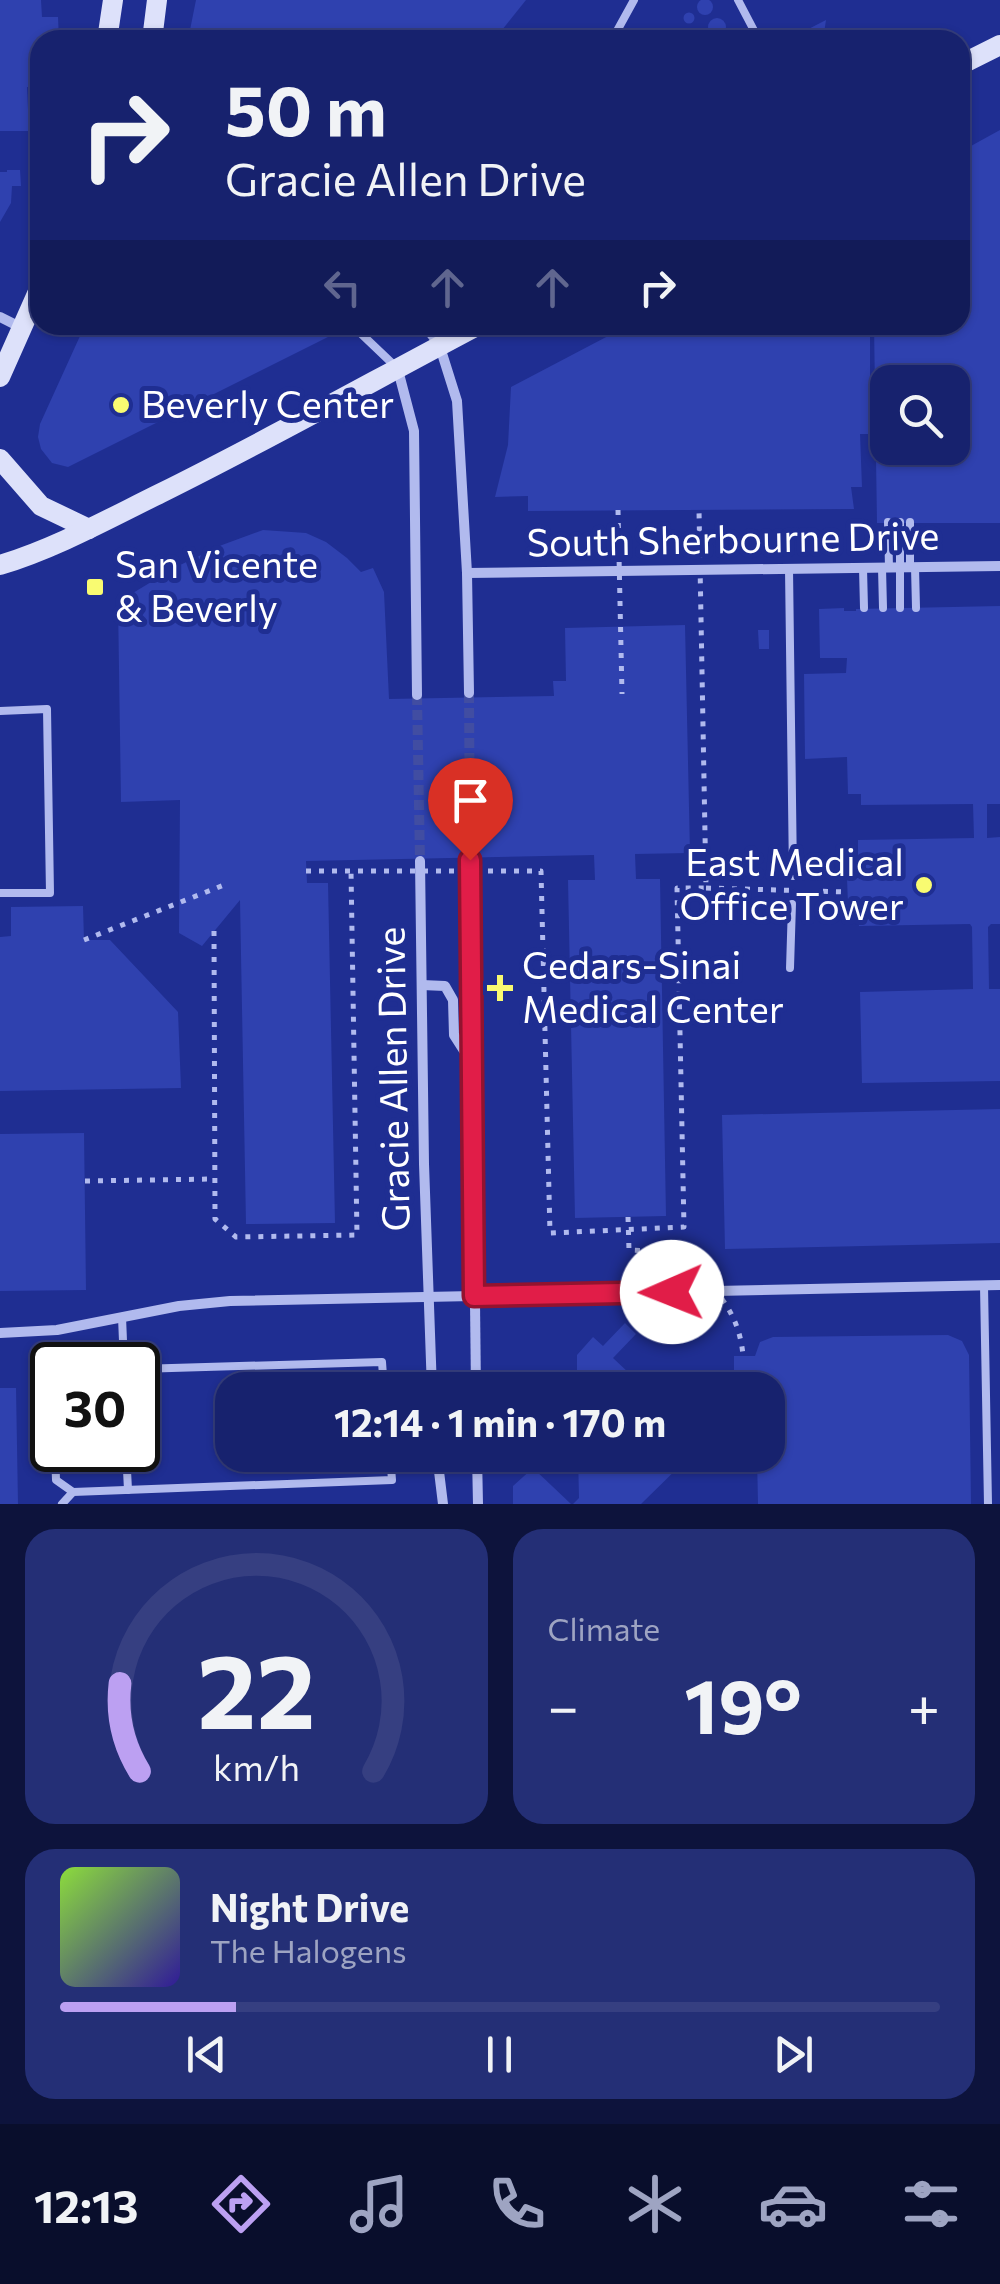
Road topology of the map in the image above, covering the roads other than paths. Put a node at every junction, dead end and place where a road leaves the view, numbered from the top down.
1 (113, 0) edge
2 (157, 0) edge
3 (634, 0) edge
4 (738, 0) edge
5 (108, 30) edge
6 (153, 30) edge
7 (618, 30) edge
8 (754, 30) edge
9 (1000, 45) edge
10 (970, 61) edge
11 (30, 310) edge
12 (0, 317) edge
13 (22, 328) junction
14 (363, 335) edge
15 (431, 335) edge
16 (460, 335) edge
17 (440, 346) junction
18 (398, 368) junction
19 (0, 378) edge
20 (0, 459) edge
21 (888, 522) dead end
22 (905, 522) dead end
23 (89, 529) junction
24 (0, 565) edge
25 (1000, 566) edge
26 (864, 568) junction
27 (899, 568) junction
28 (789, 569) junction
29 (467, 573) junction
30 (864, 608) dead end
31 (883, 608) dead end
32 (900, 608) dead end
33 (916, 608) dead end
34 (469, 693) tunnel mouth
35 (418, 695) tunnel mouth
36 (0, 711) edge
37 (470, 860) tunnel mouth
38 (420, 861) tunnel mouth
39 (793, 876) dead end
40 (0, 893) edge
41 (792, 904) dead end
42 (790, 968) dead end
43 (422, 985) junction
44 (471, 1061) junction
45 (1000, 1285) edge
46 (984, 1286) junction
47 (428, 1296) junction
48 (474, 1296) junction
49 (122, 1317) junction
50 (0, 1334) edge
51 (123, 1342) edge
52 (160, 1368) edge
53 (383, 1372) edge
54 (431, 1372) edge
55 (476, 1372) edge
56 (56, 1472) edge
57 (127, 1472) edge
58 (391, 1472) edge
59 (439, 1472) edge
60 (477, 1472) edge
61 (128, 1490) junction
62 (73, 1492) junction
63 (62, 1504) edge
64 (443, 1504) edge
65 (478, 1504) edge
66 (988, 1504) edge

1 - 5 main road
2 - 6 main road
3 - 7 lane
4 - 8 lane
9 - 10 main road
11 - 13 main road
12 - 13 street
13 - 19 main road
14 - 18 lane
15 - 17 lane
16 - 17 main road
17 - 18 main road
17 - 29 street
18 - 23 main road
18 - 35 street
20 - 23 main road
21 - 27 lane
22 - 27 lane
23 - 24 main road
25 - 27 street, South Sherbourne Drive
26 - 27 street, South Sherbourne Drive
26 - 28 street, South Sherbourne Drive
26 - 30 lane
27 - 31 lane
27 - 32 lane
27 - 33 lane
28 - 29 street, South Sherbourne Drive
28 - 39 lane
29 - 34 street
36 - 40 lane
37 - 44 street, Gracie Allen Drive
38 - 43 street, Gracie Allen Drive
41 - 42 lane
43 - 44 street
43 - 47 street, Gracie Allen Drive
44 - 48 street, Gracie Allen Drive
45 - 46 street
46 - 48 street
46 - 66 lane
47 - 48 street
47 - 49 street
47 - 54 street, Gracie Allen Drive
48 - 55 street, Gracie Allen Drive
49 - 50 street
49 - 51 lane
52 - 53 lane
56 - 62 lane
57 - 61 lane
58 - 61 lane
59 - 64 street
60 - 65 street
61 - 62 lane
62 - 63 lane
________________
Only lines with the string "tunnel" are wanted; please find each one in the listing and copy it.

Output below ▸
34 (469, 693) tunnel mouth
35 (418, 695) tunnel mouth
37 (470, 860) tunnel mouth
38 (420, 861) tunnel mouth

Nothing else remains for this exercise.